To solve the question regarding the projectile motion at the top of its trajectory, we will analyze the components of velocity and acceleration at that point. ### Step-by-Step Solution: 1. **Understanding the Projectile Motion**: - A projectile is launched with an initial velocity \( u \) at an angle \( \theta \) with the horizontal. The motion can be analyzed in two dimensions: horizontal (x-direction) and vertical (y-direction). 2. **Components of Initial Velocity**: - The initial velocity can be broken down into two components: - Horizontal component: \( u_x = u \cos \theta \) - Vertical component: \( u_y = u \sin \theta \) 3. **At the Top of the Trajectory**: - At the highest point of the projectile's path (the top of the trajectory), the vertical component of the velocity becomes zero.
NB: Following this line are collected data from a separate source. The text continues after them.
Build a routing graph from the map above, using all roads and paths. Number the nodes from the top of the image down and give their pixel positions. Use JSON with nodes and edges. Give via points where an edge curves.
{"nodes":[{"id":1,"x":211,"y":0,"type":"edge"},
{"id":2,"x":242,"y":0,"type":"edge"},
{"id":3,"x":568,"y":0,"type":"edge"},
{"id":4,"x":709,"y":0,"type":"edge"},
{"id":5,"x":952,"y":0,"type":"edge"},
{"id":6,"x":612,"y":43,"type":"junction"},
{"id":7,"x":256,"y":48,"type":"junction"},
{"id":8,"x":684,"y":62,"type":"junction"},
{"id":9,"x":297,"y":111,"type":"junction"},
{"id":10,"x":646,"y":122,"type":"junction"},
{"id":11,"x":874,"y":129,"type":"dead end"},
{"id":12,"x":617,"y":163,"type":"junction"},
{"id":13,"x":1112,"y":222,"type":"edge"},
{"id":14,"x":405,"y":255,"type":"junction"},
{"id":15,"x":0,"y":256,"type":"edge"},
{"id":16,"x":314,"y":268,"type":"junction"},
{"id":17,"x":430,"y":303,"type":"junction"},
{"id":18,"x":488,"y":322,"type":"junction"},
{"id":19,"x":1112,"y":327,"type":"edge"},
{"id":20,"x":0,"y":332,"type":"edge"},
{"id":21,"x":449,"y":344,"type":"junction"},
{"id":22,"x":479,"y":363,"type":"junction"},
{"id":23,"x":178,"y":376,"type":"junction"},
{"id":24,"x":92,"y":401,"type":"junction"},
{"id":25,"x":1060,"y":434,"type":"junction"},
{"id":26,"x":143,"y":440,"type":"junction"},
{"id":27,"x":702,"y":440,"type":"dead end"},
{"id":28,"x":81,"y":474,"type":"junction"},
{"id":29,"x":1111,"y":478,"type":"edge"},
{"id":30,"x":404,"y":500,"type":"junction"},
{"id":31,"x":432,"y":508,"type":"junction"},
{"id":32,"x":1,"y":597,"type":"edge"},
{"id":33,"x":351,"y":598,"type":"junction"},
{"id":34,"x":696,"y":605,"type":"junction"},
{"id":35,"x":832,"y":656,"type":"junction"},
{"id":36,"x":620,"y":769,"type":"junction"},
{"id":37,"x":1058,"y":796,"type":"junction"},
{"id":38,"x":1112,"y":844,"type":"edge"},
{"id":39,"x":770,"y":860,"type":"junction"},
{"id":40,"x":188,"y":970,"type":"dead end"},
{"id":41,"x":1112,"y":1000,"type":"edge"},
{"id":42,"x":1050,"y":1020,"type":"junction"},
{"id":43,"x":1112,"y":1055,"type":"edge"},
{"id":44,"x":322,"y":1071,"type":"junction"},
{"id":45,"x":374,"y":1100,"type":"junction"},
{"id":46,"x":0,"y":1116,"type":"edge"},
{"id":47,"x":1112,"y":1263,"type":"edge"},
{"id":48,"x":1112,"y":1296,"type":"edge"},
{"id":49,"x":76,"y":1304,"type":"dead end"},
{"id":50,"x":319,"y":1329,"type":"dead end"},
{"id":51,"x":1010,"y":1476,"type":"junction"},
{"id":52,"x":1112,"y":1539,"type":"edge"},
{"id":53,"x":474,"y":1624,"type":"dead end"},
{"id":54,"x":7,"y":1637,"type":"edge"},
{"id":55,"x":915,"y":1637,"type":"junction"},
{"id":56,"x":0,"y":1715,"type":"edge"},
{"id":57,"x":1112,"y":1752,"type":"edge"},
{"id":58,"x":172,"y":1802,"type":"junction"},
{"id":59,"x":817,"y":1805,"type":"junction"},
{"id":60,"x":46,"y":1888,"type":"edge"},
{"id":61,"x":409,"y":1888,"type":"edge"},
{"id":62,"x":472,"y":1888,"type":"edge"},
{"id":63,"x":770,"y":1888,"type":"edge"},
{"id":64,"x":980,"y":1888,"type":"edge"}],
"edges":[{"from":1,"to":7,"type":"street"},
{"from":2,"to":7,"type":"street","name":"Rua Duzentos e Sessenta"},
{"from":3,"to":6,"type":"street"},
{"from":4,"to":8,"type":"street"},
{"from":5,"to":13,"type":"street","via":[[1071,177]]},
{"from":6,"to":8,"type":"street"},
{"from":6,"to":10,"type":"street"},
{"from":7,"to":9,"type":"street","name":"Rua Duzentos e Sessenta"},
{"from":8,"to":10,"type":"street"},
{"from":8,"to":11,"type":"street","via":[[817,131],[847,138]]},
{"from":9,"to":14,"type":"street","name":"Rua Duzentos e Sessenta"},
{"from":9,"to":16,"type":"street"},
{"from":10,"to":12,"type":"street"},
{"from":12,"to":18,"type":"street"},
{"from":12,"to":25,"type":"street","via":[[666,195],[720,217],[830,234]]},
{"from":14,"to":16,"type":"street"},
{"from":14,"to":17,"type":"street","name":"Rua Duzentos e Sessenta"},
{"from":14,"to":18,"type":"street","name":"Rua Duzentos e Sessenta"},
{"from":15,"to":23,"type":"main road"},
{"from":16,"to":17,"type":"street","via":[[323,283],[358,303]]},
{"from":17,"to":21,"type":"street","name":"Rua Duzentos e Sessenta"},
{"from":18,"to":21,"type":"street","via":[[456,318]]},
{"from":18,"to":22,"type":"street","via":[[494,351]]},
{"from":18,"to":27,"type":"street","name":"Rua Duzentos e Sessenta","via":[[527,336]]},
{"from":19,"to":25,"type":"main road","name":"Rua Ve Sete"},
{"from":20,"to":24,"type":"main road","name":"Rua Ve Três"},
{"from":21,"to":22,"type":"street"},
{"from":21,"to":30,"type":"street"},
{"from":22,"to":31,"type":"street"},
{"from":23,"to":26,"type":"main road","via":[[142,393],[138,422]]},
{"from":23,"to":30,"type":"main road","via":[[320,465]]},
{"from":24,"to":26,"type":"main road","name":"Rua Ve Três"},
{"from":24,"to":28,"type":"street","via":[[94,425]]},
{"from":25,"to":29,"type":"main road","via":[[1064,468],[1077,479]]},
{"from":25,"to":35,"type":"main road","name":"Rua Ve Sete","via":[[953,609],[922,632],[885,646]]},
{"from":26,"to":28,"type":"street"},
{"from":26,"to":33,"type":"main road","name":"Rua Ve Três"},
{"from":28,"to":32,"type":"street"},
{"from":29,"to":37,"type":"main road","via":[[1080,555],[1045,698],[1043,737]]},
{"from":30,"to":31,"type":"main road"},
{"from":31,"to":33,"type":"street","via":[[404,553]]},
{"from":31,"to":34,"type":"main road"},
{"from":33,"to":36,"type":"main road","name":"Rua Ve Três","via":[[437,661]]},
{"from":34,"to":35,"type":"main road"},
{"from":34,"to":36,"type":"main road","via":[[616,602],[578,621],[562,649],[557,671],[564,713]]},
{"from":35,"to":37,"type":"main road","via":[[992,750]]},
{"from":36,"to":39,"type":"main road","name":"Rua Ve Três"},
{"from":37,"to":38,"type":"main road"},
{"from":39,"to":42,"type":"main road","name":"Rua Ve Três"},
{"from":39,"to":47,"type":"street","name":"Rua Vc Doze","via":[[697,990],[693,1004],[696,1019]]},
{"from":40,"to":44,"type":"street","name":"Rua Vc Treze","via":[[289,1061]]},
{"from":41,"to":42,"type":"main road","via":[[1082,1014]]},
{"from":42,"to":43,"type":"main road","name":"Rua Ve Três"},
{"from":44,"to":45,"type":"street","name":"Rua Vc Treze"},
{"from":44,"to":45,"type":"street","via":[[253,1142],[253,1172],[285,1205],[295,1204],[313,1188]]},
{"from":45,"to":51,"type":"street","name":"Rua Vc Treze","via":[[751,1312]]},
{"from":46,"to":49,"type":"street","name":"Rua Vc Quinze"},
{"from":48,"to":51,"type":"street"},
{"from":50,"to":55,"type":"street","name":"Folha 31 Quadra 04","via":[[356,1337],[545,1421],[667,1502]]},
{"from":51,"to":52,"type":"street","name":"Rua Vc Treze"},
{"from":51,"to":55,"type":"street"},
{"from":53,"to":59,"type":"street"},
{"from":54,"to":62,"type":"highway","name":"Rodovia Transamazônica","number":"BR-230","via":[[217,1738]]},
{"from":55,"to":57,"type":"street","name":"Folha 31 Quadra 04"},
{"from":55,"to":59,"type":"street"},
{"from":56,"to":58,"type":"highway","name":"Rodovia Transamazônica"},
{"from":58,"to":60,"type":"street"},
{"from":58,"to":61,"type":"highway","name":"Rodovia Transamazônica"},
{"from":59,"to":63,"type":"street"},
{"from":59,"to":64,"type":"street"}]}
This is because the projectile has reached its maximum height and is about to start descending. 4. **Velocity at the Highest Point**: - While the vertical component of the velocity is zero at the highest point, the horizontal component remains unchanged throughout the motion (since there is no horizontal acceleration). Thus, the net velocity at the top is: \[ v = u \cos \theta \] - Therefore, the velocity is not zero; it has a horizontal component. 5. **Acceleration at the Highest Point**: - The only force acting on the projectile is gravity, which acts downward with an acceleration of \( g \). This acceleration remains constant throughout the motion, including at the highest point. - Hence, the acceleration at the top of the trajectory is: \[ a = -g \] - This means the acceleration is equal to \( g \) (in magnitude) and directed downwards. 6. **Conclusion**: - At the top of the trajectory: - The vertical component of velocity is zero. - The horizontal component of velocity is \( u \cos \theta \). - The acceleration is constant and equal to \( g \) (downward). ### Final Answer: - The acceleration at the top of the trajectory is \( g \) (downward), and the velocity is not zero; it is \( u \cos \theta \) (horizontal).